Social Media Inspires Thousands to End Poverty

Published November 30, 2010

Within one day of its launch last week, almost 3,000 people had connected with the United Nations Volunteers' (UNV) Facebook page  'We are delighted by the response,' said UNV Executive Coordinator, Flavia Pansieri. The page invites volunteers, organizations, civil society, and interested people around the world to join a global discussion about how volunteerism can end poverty.

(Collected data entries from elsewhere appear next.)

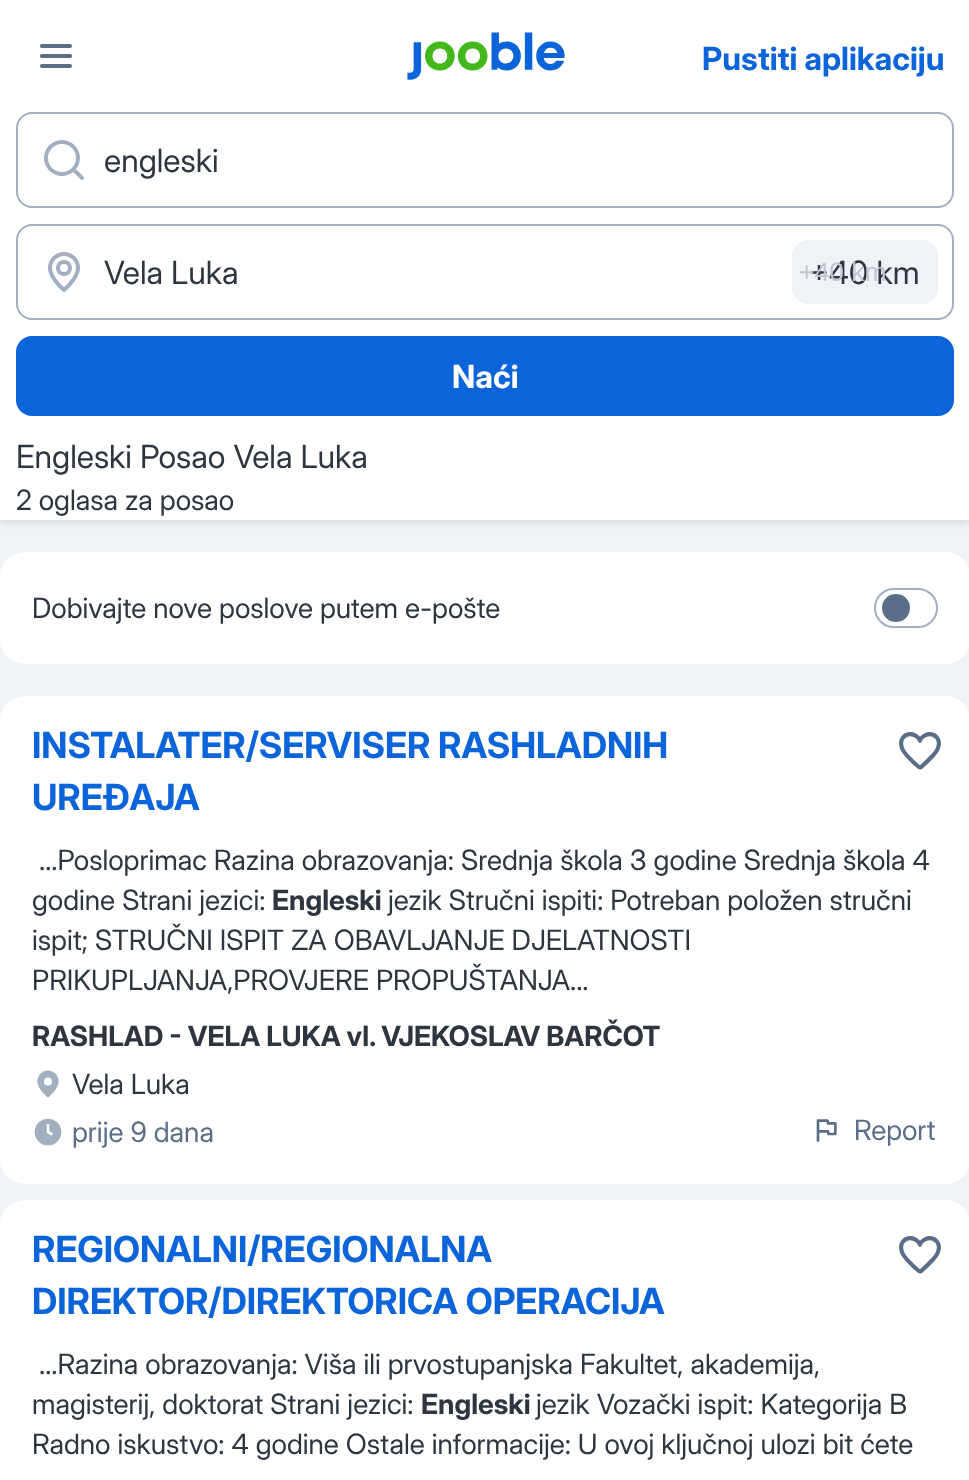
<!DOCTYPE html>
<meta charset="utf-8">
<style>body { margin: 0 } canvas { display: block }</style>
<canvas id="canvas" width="969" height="1480"></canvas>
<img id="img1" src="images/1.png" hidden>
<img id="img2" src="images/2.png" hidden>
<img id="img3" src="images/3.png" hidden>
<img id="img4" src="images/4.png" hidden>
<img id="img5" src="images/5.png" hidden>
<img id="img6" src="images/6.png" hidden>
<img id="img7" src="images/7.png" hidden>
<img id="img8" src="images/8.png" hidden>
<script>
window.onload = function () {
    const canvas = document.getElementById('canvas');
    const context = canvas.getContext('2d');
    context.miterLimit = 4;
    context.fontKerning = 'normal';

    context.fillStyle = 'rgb(239, 242, 246)';
    context.fillRect(0, 0, 969, 1480);
    context.fillStyle = 'rgba(23, 30, 38, 0.12)';
    context.filter = 'blur(6px)';
    context.beginPath();
    context.rect(0, 0, 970, 520);
    context.fill();
    context.filter = 'none';
    context.fillStyle = 'rgba(23, 30, 38, 0.08)';
    context.filter = 'blur(4px)';
    context.beginPath();
    context.rect(0, 0, 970, 520);
    context.fill();
    context.filter = 'none';
    context.fillStyle = 'rgb(255, 255, 255)';
    context.fillRect(0, 0, 969, 520);
    context.drawImage(document.getElementById('img1'), 40, 44, 32, 24);
    context.drawImage(document.getElementById('img2'), 407, 32, 158, 48);
    context.beginPath();
    context.roundRect(17, 113, 936, 94, 15);
    context.strokeStyle = 'rgb(161, 175, 193)';
    context.lineWidth = 2;
    context.stroke();
    context.drawImage(document.getElementById('img3'), 44, 140, 40, 40);
    context.beginPath();
    context.roundRect(17, 225, 936, 94, 15);
    context.stroke();
    context.drawImage(document.getElementById('img4'), 48, 252, 32, 40);
    context.fillStyle = 'rgb(239, 242, 246)';
    context.beginPath();
    context.roundRect(792, 240, 146, 64, 16);
    context.fill();
    context.fillStyle = 'rgb(11, 100, 217)';
    context.beginPath();
    context.roundRect(16, 336, 938, 80, 16);
    context.fill();
    context.fillStyle = 'rgb(255, 255, 255)';
    context.beginPath();
    context.roundRect(0, 552, 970, 112, 24);
    context.fill();
    context.beginPath();
    context.roundRect(875, 589, 62, 38, 19);
    context.stroke();
    context.fillStyle = 'rgb(90, 111, 135)';
    context.beginPath();
    context.arc(896, 608, 14, 0, 2 * Math.PI);
    context.fill();
    context.fillStyle = 'rgb(255, 255, 255)';
    context.beginPath();
    context.roundRect(0, 696, 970, 488, 24);
    context.fill();
    context.drawImage(document.getElementById('img5'), 899, 732, 42, 38);
    context.drawImage(document.getElementById('img6'), 37, 1070, 22, 28);
    context.drawImage(document.getElementById('img7'), 34, 1118, 28, 28);
    context.drawImage(document.getElementById('img8'), 816, 1119, 21, 23);
    context.beginPath();
    context.roundRect(0, 1200, 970, 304, 24);
    context.fill();
    context.drawImage(document.getElementById('img5'), 899, 1236, 42, 38);
    context.font = 'bold 32px Inter Display';
    context.fillStyle = 'rgb(11, 100, 217)';
    context.fillText('Pustiti aplikaciju', 702, 70);
    context.font = '32px Inter Display';
    context.fillStyle = 'rgb(45, 53, 64)';
    context.fillText('engleski', 104, 172);
    context.fillText('Vela Luka', 104, 284);
    context.fillText('+40 km', 809, 284);
    context.font = '26.5px Liberation Sans';
    context.fillStyle = 'rgb(194, 198, 204)';
    context.fillText('+40 km', 799, 281);
    context.font = 'bold 32px Inter Display';
    context.fillStyle = 'rgb(255, 255, 255)';
    context.fillText('Naći', 452, 388);
    context.font = '32px Inter Display';
    context.fillStyle = 'rgb(45, 53, 64)';
    context.fillText('Engleski Posao Vela Luka', 16, 468);
    context.font = '28px Inter Display';
    context.fillText('2 oglasa za posao', 16, 510);
    context.fillText('Dobivajte nove poslove putem e-pošte', 32, 618);
    context.font = 'bold 36px Inter Display';
    context.fillStyle = 'rgb(11, 100, 217)';
    context.fillText('INSTALATER/SERVISER RASHLADNIH', 32, 758);
    context.fillText('UREĐAJA', 32, 810);
    context.font = '28px Inter Display';
    context.fillStyle = 'rgb(45, 53, 64)';
    context.fillText('...Posloprimac Razina obrazovanja: Srednja škola 3 godine Srednja škola 4', 39, 870);
    context.fillText('godine Strani jezici:', 32, 910);
    context.font = 'bold 28px Inter Display';
    context.fillText('Engleski', 272, 910);
    context.font = '28px Inter Display';
    context.fillText('jezik Stručni ispiti: Potreban položen stručni', 388, 910);
    context.fillText('ispit; STRUČNI ISPIT ZA OBAVLJANJE DJELATNOSTI', 32, 950);
    context.fillText('PRIKUPLJANJA,PROVJERE PROPUŠTANJA...', 32, 990);
    context.font = 'bold 28px Inter Display';
    context.fillText('RASHLAD - VELA LUKA vl. VJEKOSLAV BARČOT', 32, 1046);
    context.font = '28px Inter Display';
    context.fillText('Vela Luka', 72, 1094);
    context.fillStyle = 'rgb(90, 111, 135)';
    context.fillText('prije 9 dana', 72, 1142);
    context.fillText('Report', 854, 1140);
    context.font = 'bold 36px Inter Display';
    context.fillStyle = 'rgb(11, 100, 217)';
    context.fillText('REGIONALNI/REGIONALNA', 32, 1262);
    context.fillText('DIREKTOR/DIREKTORICA OPERACIJA', 32, 1314);
    context.font = '28px Inter Display';
    context.fillStyle = 'rgb(45, 53, 64)';
    context.fillText('...Razina obrazovanja: Viša ili prvostupanjska Fakultet, akademija,', 39, 1374);
    context.fillText('magisterij, doktorat Strani jezici:', 32, 1414);
    context.font = 'bold 28px Inter Display';
    context.fillText('Engleski', 421, 1414);
    context.font = '28px Inter Display';
    context.fillText('jezik Vozački ispit: Kategorija B', 536, 1414);
    context.fillText('Radno iskustvo: 4 godine Ostale informacije: U ovoj ključnoj ulozi bit ćete', 32, 1454);
};
</script>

'We can end poverty,' Ms. Pansieri said. 'But, overcoming the world's big challenges related to environment, hunger, education, maternal health, gender equality, and HIV/AIDs will require the engagement of millions of people through volunteer action,' she said. Ms. Pansieri said she is not surprised by the keen response to the new Facebook page. 'People are looking for ways to connect. The Facebook page provides an opportunity for all those individuals who are already doing something about the Millennium Development Goals to share their experiences and to encourage each other and to inspire a broader community to follow their example,' she said.

The UNV Facebook global discussion will build toward International Volunteers Day on December 5th,  and will culminate in a 24-hour film festival on December 4th, also on the Facebook page. 12 films created largely by volunteers and inspired by the actions of volunteers will be showcased. The stories come from all corners of the globe, for example, in Haiti, Red Cross volunteer Ruth Lombard Nerlande informs people how to protect themselves against the latest cholera outbreak. In Vanuatu, community volunteers are educating peers about HIV/AIDs through drama, while in Lao PDR, a UNV volunteer initiative to foster the edible insect industry is set to improve nutrition there. 'These stories don't make the news but they are changing the world,' said Ms. Pansieri.

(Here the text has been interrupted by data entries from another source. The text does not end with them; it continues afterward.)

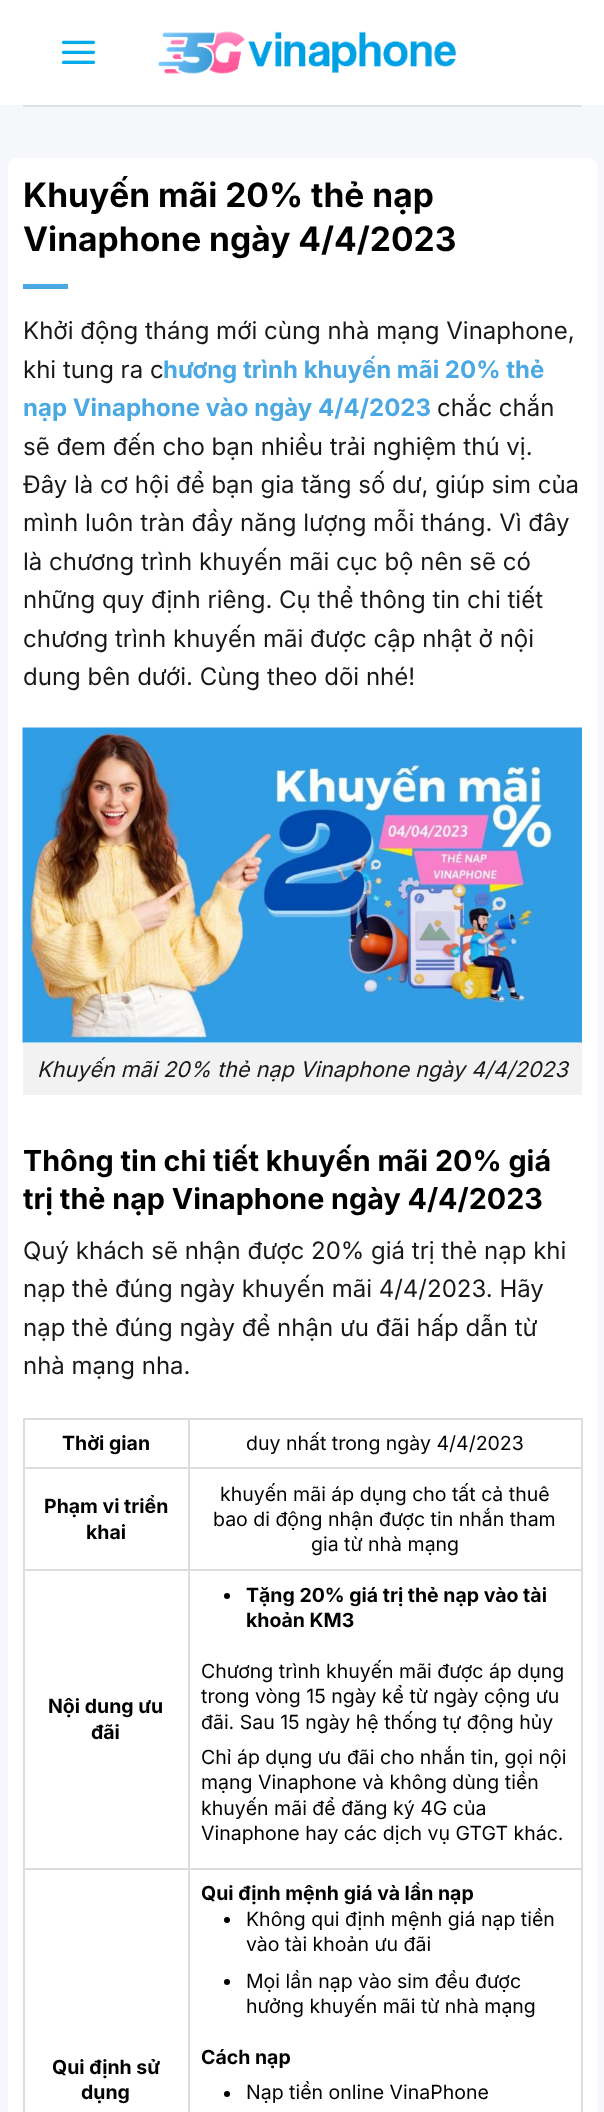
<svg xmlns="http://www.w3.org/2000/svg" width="604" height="2112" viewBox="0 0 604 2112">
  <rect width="100%" height="100%" fill="#fff"/>
  <image x="61" y="40" width="35" height="24" href="img/1.png"/>
  <image x="158" y="31" width="299" height="43" href="img/2.png"/>
  <path d="M0 105h604v2007H0z" fill="#f6f7fa"/>
  <path d="M23 105h559v2H23z" fill="#e0e1e3"/>
  <rect x="8" y="158" width="589" height="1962" rx="8" fill="#fff"/>
  <path d="M23 284h45v5H23z" fill="#4aa8e3"/>
  <image x="22" y="727" width="560" height="316" href="img/3.png"/>
  <path d="M23 1043h559v52H23z" fill="#f2f2f2"/>
  <path d="M188 1418h394v2H188z" fill="#ddd"/>
  <path d="M188 1467h394v2H188z" fill="#ddd"/>
  <path d="M188 1569h394v2H188z" fill="#ddd"/>
  <path d="M188 1868h394v2H188z" fill="#ddd"/>
  <path d="M188 1868h2v244H188z" fill="#ddd"/>
  <path d="M23 1868h166v2H23z" fill="#ddd"/>
  <path d="M188 1569h2v300H188z" fill="#ddd"/>
  <path d="M23 1569h166v2H23z" fill="#ddd"/>
  <path d="M188 1467h2v104H188z" fill="#ddd"/>
  <path d="M23 1467h166v2H23z" fill="#ddd"/>
  <path d="M188 1418h2v51H188z" fill="#ddd"/>
  <path d="M23 1418h166v2H23z" fill="#ddd"/>
  <path d="M23 1868h2v244H23z" fill="#ddd"/>
  <path d="M23 1569h2v300H23z" fill="#ddd"/>
  <path d="M23 1467h2v104H23z" fill="#ddd"/>
  <path d="M23 1418h2v51H23z" fill="#ddd"/>
  <path d="M581 1868h2v244H581z" fill="#ddd"/>
  <path d="M581 1569h2v300H581z" fill="#ddd"/>
  <path d="M581 1467h2v104H581z" fill="#ddd"/>
  <path d="M581 1418h2v51H581z" fill="#ddd"/>
  <circle cx="227" cy="1596" r="3" fill="#000"/>
  <circle cx="227" cy="1920" r="3" fill="#000"/>
  <circle cx="227" cy="1982" r="3" fill="#000"/>
  <circle cx="227" cy="2094" r="3" fill="#000"/>
  <g font-family="Inter" font-size="33.6" font-weight="bold" fill="#000">
    <text x="23" y="207">Khuyến mãi 20% thẻ nạp</text>
    <text x="23" y="251">Vinaphone ngày 4/4/2023</text>
  </g>
  <g font-family="Inter" font-size="24" fill="#181818">
    <text x="23" y="339">Khởi động tháng mới cùng nhà mạng Vinaphone,</text>
    <text x="23" y="378">khi tung ra c</text>
  </g>
  <g font-family="Inter" font-size="24" font-weight="bold" fill="#4aa8e3">
    <text x="163" y="378">hương trình khuyến mãi 20% thẻ</text>
    <text x="23" y="416">nạp Vinaphone vào ngày 4/4/2023</text>
  </g>
  <g font-family="Inter" font-size="24" fill="#181818">
    <text x="437" y="416">chắc chắn</text>
    <text x="23" y="455">sẽ đem đến cho bạn nhiều trải nghiệm thú vị.</text>
    <text x="23" y="493">Đây là cơ hội để bạn gia tăng số dư, giúp sim của</text>
    <text x="23" y="531">mình luôn tràn đầy năng lượng mỗi tháng. Vì đây</text>
    <text x="23" y="570">là chương trình khuyến mãi cục bộ nên sẽ có</text>
    <text x="23" y="608">những quy định riêng. Cụ thể thông tin chi tiết</text>
    <text x="23" y="647">chương trình khuyến mãi được cập nhật ở nội</text>
    <text x="23" y="685">dung bên dưới. Cùng theo dõi nhé!</text>
  </g>
  <text x="37" y="1077" font-family="Inter" font-size="21.6" font-style="italic" fill="#181818">Khuyến mãi 20% thẻ nạp Vinaphone ngày 4/4/2023</text>
  <g font-family="Inter" font-size="28.75" font-weight="bold" fill="#000">
    <text x="23" y="1171">Thông tin chi tiết khuyến mãi 20% giá</text>
    <text x="23" y="1209">trị thẻ nạp Vinaphone ngày 4/4/2023</text>
  </g>
  <g font-family="Inter" font-size="24" fill="#181818">
    <text x="23" y="1259">Quý khách sẽ nhận được 20% giá trị thẻ nạp khi</text>
    <text x="23" y="1297">nạp thẻ đúng ngày khuyến mãi 4/4/2023. Hãy</text>
    <text x="23" y="1336">nạp thẻ đúng ngày để nhận ưu đãi hấp dẫn từ</text>
    <text x="23" y="1374">nhà mạng nha.</text>
  </g>
  <text x="62" y="1450" font-family="Inter" font-size="19.5" font-weight="bold" fill="#000">Thời gian</text>
  <text x="246" y="1450" font-family="Inter" font-size="19.5" fill="#000">duy nhất trong ngày 4/4/2023</text>
  <g font-family="Inter" font-size="19.5" font-weight="bold" fill="#000">
    <text x="44" y="1513">Phạm vi triển</text>
    <text x="86" y="1539">khai</text>
  </g>
  <g font-family="Inter" font-size="19.5" fill="#000">
    <text x="220" y="1501">khuyến mãi áp dụng cho tất cả thuê</text>
    <text x="213" y="1526">bao di động nhận được tin nhắn tham</text>
    <text x="311" y="1551">gia từ nhà mạng</text>
  </g>
  <g font-family="Inter" font-size="19.5" font-weight="bold" fill="#000">
    <text x="48" y="1713">Nội dung ưu</text>
    <text x="91" y="1739">đãi</text>
    <text x="246" y="1602">Tặng 20% giá trị thẻ nạp vào tài</text>
    <text x="246" y="1627">khoản KM3</text>
  </g>
  <g font-family="Inter" font-size="19.5" fill="#000">
    <text x="201" y="1678">Chương trình khuyến mãi được áp dụng</text>
    <text x="201" y="1703">trong vòng 15 ngày kể từ ngày cộng ưu</text>
    <text x="201" y="1729">đãi. Sau 15 ngày hệ thống tự động hủy</text>
    <text x="201" y="1764">Chỉ áp dụng ưu đãi cho nhắn tin, gọi nội</text>
    <text x="201" y="1789">mạng Vinaphone và không dùng tiền</text>
    <text x="201" y="1815">khuyến mãi để đăng ký 4G của</text>
    <text x="201" y="1840">Vinaphone hay các dịch vụ GTGT khác.</text>
  </g>
  <g font-family="Inter" font-size="19.5" font-weight="bold" fill="#000">
    <text x="52" y="2074">Qui định sử</text>
    <text x="81" y="2099">dụng</text>
    <text x="201" y="1900">Qui định mệnh giá và lần nạp</text>
  </g>
  <g font-family="Inter" font-size="19.5" fill="#000">
    <text x="246" y="1926">Không qui định mệnh giá nạp tiền</text>
    <text x="246" y="1951">vào tài khoản ưu đãi</text>
    <text x="246" y="1988">Mọi lần nạp vào sim đều được</text>
    <text x="246" y="2013">hưởng khuyến mãi từ nhà mạng</text>
  </g>
  <text x="201" y="2064" font-family="Inter" font-size="19.5" font-weight="bold" fill="#000">Cách nạp</text>
  <text x="246" y="2099" font-family="Inter" font-size="19.5" fill="#000">Nạp tiền online VinaPhone</text>
</svg>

Millions of people across the globe are active in every conceivable area of human development, said Ms. Pansieri. 'The challenge is to build meaningful networks so that volunteers deliberately address the Millennium Development Goals, while decision-makers empower volunteers through supportive policies,' Ms. Pansieri said. When public policies and legal frameworks foster participation, citizens are encouraged to volunteer for development, she said.

About UNV: UNV volunteers work in 128 countries around the world. Last year, 7,545 UNV volunteers from 154 countries contributed their skills towards to the work of 20 United Nations organizations, 17 UN Missions, and many local institutions.

About the film festival: The film festival will be hosted at starts on 4 December at 14:00 Fiji time when the first story will be posted and discussion invited. Over the next 24 hours, 12 stories made by volunteers will be posted. You can join the festival anytime, from anywhere. Films for the festival have been contributed by volunteers working with the United Nations, the International Federation of the Red Cross, Voluntary Services overseas, Peacecorps, and civil society organizations.

More than 3,000 people demonstrated their volunteer commitment to act against poverty by connecting to the United Nations Volunteers' (UNV) new Facebook page. The Facebook page will host a 24-hour online film festival on December 4th that will showcase films made by volunteers serving with the United Nations, the International Federation of the Red Cross, Voluntary Services Overseas, Peacecorps, and civil society organizations.